Environmental Studies and Forestry
Climate change reshuffles northern species within their niches
L. H. Antão, B. Weigel, et al.
Climate change is causing significant shifts in species' positions within their climatic niches, particularly at higher latitudes. This research, conducted by a team from the University of Helsinki and other institutions, reveals how biodiversity responses are complicating ecosystem integrity over four decades in Finland.

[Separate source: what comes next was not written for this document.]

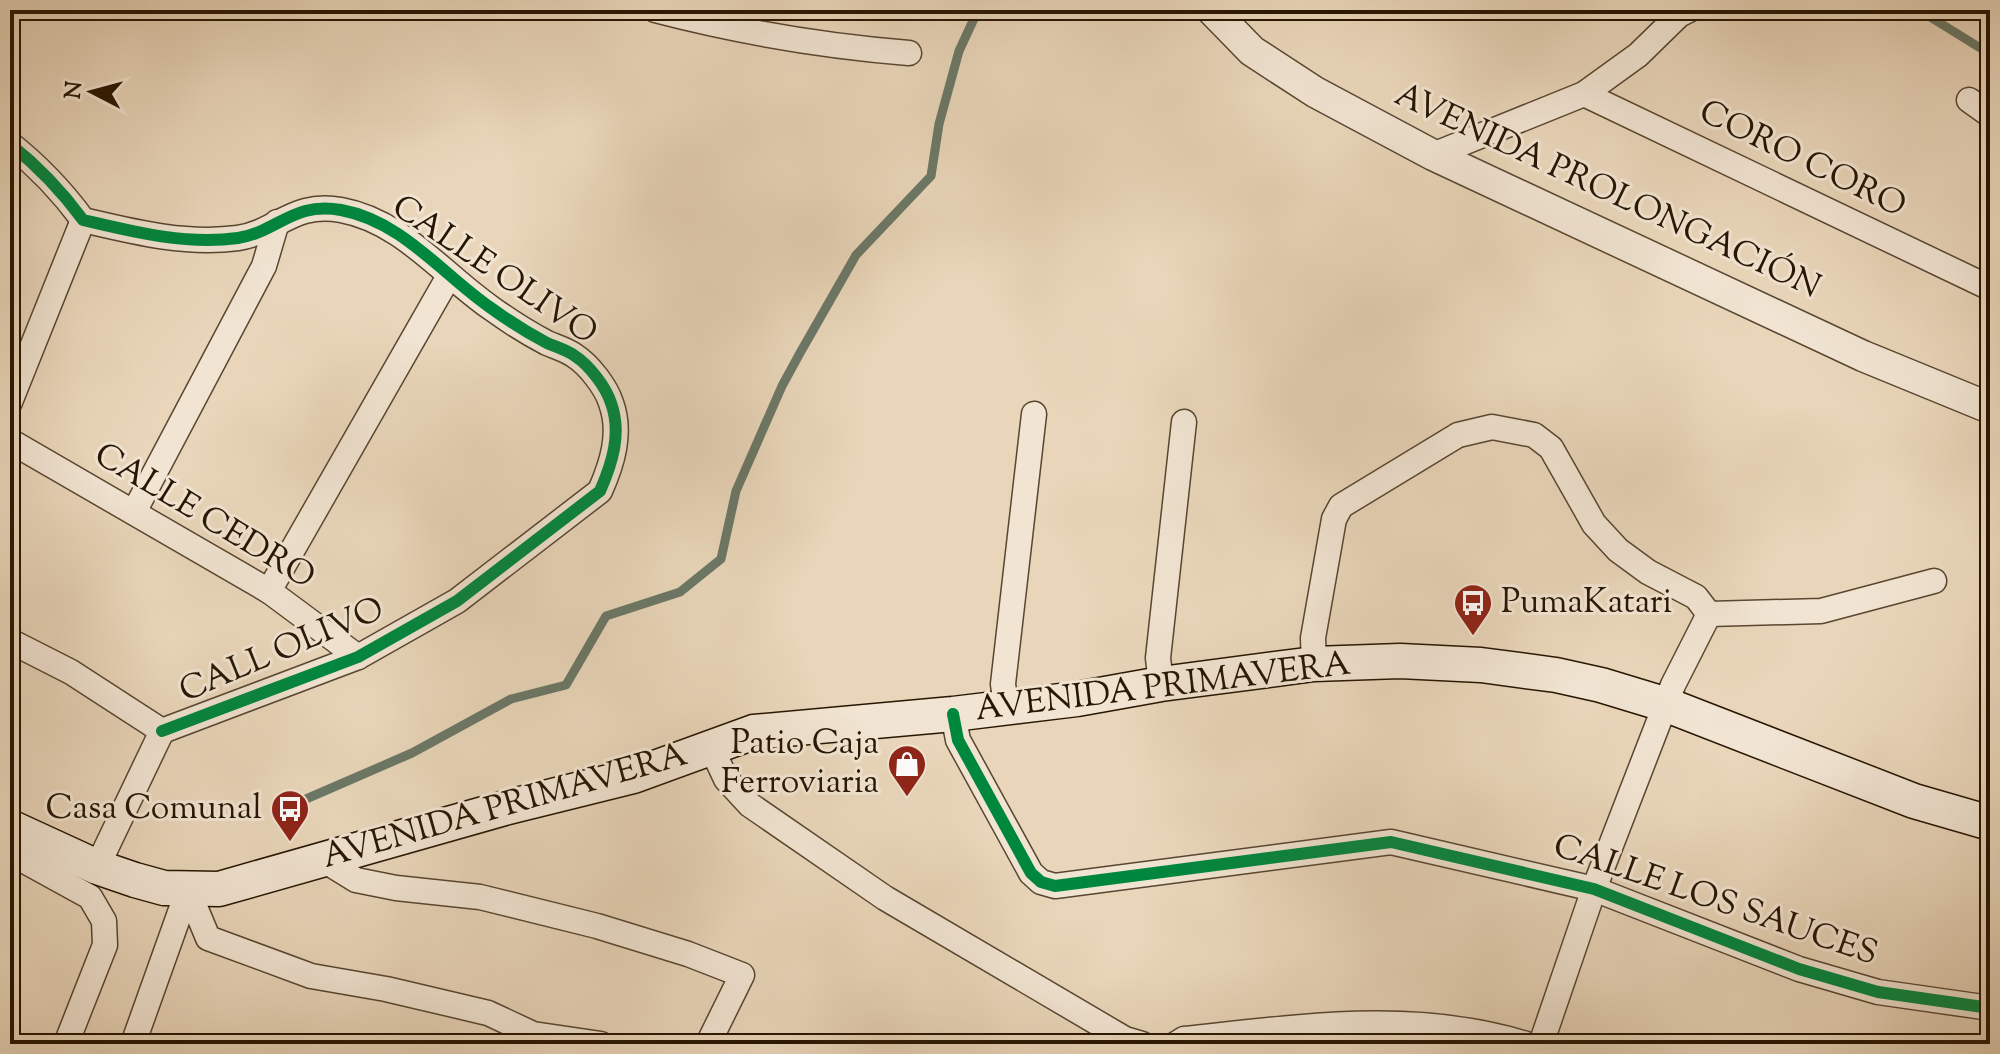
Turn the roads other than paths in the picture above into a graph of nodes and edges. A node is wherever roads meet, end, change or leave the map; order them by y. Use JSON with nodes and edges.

~3 min • Beginner • English
Introduction
The study addresses how climate change reshapes biodiversity beyond simple range shifts by examining whether and how species shift their positions within multidimensional climatic niche space over time. Prior work has established that species tend to occupy restricted environmental conditions (the niche concept), and that climate warming alters species abundances and distributions, potentially homogenizing communities. However, the relative importance of different climatic dimensions (temperature, precipitation, snow cover, large-scale indices like NAO) may vary across taxa, space, and time, leading to heterogeneous community responses. Long-term, spatially resolved, multi-taxon data are scarce, especially in rapidly warming northern regions. Leveraging a unique four-decade dataset from Finland across a ~1,200 km latitudinal gradient, the authors quantify shifts in species’ relative niche positions across annual mean temperature, total precipitation, snow cover duration, and the NAO index. They hypothesize stronger and more frequent climate-driven responses at higher latitudes, and, given many species’ broader ranges extending south of Finland, expect more species to occupy the lower or optimum parts of their niche space in the north as climate warms.
Literature Review
The paper builds on foundational niche theory and extensive literature documenting climate-driven changes in species distributions, phenology, and community composition. Prior studies show terrestrial and marine species shifting ranges and tracking climate at different paces, sometimes leading to homogenization. Thermal tolerance and ectotherm vulnerabilities suggest latitude-dependent impacts; high-latitude ecosystems are projected as change hotspots. Evidence indicates that multiple climatic dimensions can shape species’ realized niches and that taxon-, region-, and time-specific responses complicate generalizations. Snow cover, despite its importance in high-latitude systems, is often neglected in modeling. The study situates itself among calls for multi-variable, cross-taxon, spatio-temporal analyses to improve projections of biodiversity change under climate warming.
Methodology
Study system and data: The analysis spans Finland (~1,200 km latitudinal gradient) over 1978–2017, covering 1,478 species from birds, mammals, small rodents, butterflies, moths, forest understory vascular plants, and freshwater phytoplankton, sampled at 6,504 sites. Occurrence (presence) data were derived from high-quality monitoring programs; abundance records were converted to occurrences. Spatial units were assigned to bioclimatic zones (hemiboreal pooled with southern boreal → three zones used: south boreal, middle boreal, north boreal). Years were grouped into decades: 1 (1978–1987), 2 (1988–1997), 3 (1998–2007), 4 (2008–2017). Species inclusion required ≥10 occurrences per zone×decade, and subsets needed ≥20 samples and ≥6 species.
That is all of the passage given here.